Seaside village in County Kerry, Ireland

Ventry, officially Ceann Trá, is a Gaeltacht village in County Kerry, Ireland, on the Dingle Peninsula, 7 kilometres west of Dingle. Due to its long sandy beach, Ventry is a tourist destination.

==History==

Six kilometres west of Ventry are the ruins of Dunbeg (An Dún Beag), an Iron Age promontory fort on the edge of a steep cliff. Near Dunbeg is Kilvickadownig, home to other archeological ruins, including examples of the beehive house and the grave of Caol or Cháil Mic Crimthainn, the last to die in the Battle of Ventry from the Fenian Cycle of Irish mythology.

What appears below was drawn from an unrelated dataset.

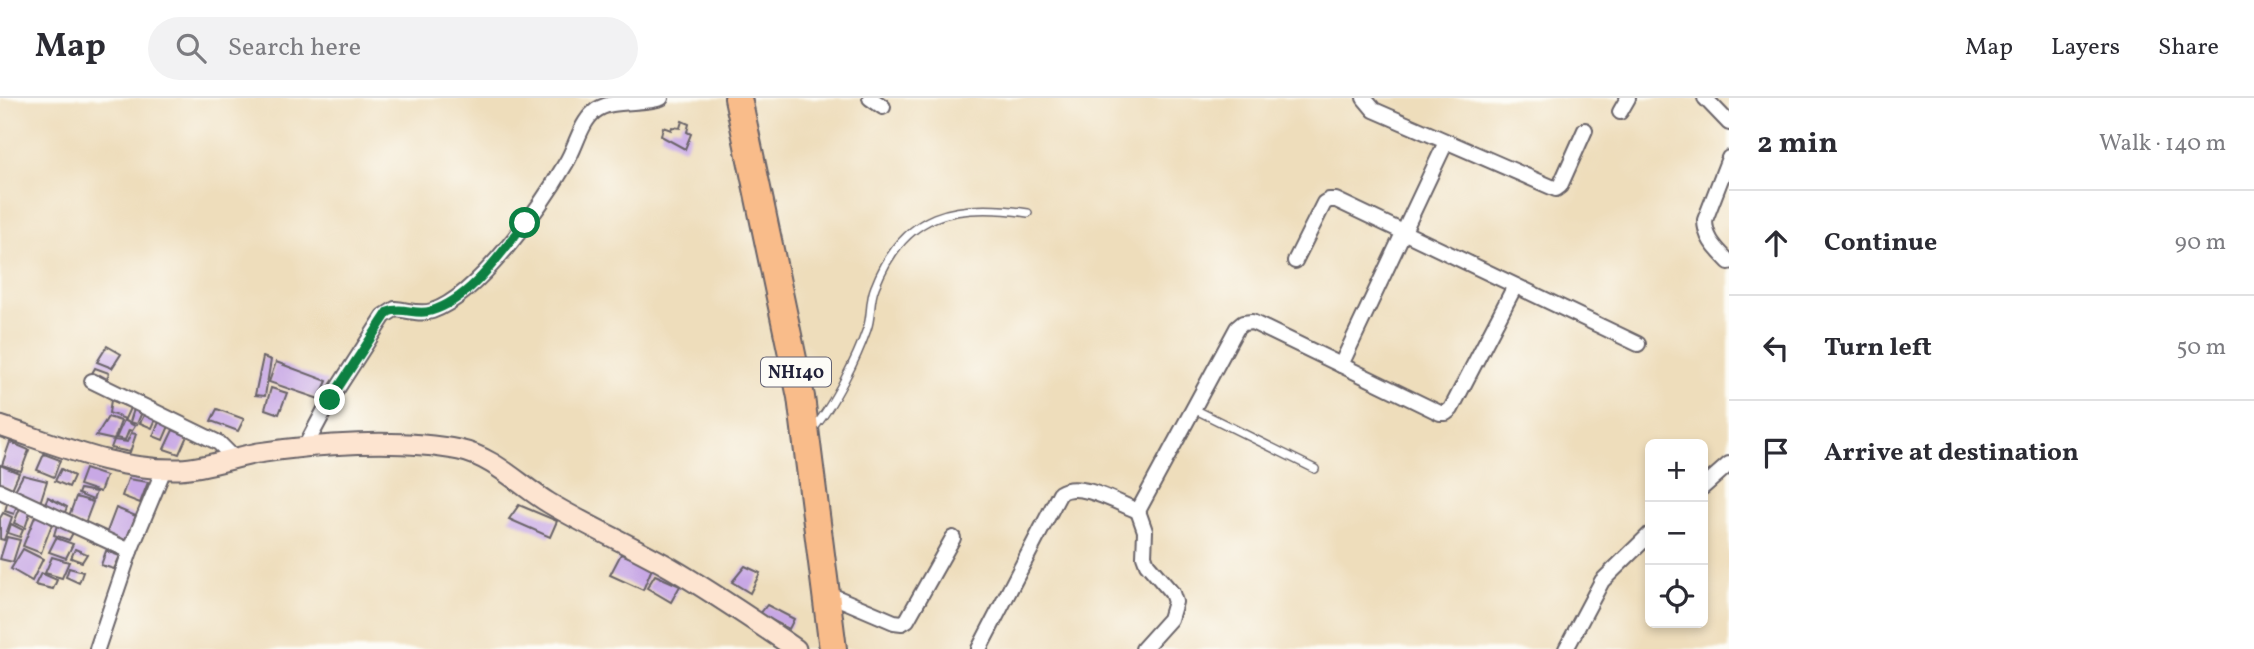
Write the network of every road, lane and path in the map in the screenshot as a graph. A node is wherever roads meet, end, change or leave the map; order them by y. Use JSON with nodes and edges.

Also within Ventry parish is Rahinnane Castle, which was the residence of the Knight of Kerry. The Knight of Kerry lived there until Cromwellian conquest of Ireland. The castle was built on the site of an old ringfort. The ringfort was built up and a second added with walls of six metres (20 feet), giving the appearance that there may have been a moat, although there never was one. Rahinnane Castle retains some of its original features, including a set of narrow stone stairs which connect the first and second floors.

==Transport==
The village is connected to Dingle via the R559 road which runs from Dingle through various villages on Slea Head.

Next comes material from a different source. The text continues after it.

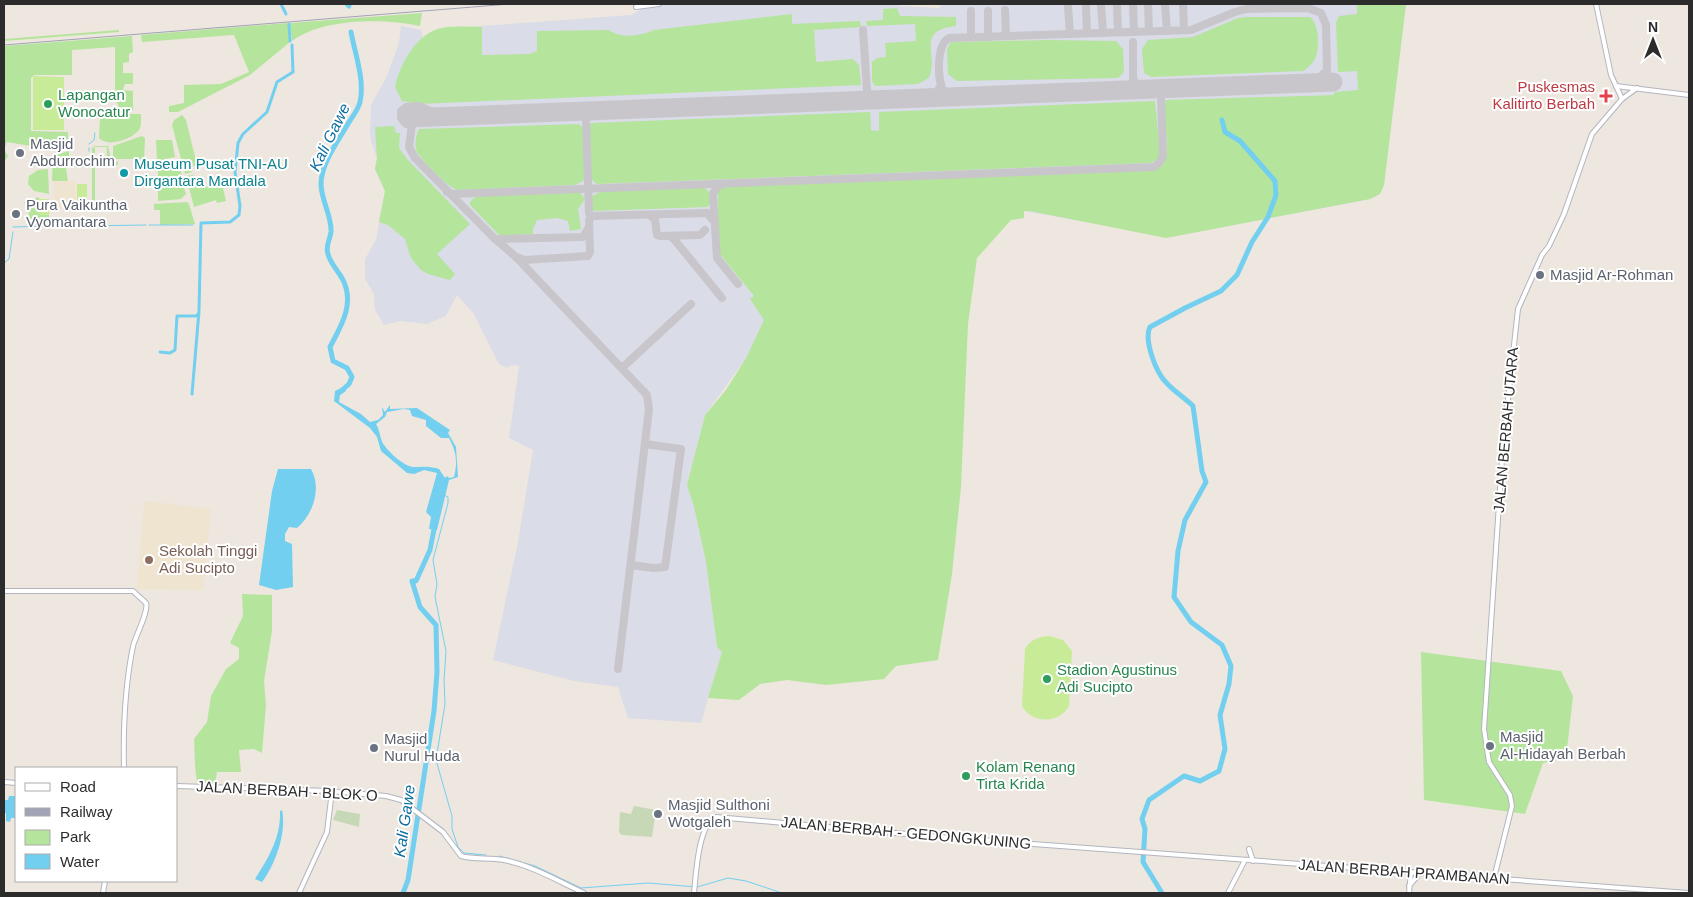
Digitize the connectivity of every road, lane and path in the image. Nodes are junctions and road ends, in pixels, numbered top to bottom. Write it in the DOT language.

As at 2024 there are daily bus services to Dingle.

==Notable people==
- Sport shooter Dennis Fenton was born in the village
- Canon James Goodman, the music collector and Professor of Irish at Trinity College, Dublin, was raised in Ventry.
- Ventry was home to Páidí Ó Sé, the well-known Kerry footballer, who owned a pub across from the parish church until his death in 2012.

==Ventry Bay==
The bay or harbour is a suitable anchorage for sailing and fishing boats. On 4 October 1939, entered Ventry Bay and landed 28 Greek sailors of the MV Diamantis. Their ship had been torpedoed by a U-boat. The event was commemorated with a plaque in October 2009. Guests at the plaque unveiling included the then German Ambassador to Ireland, the mayor of the Oinousses Islands in the Aegean, as well as members of London's Greek shipping community.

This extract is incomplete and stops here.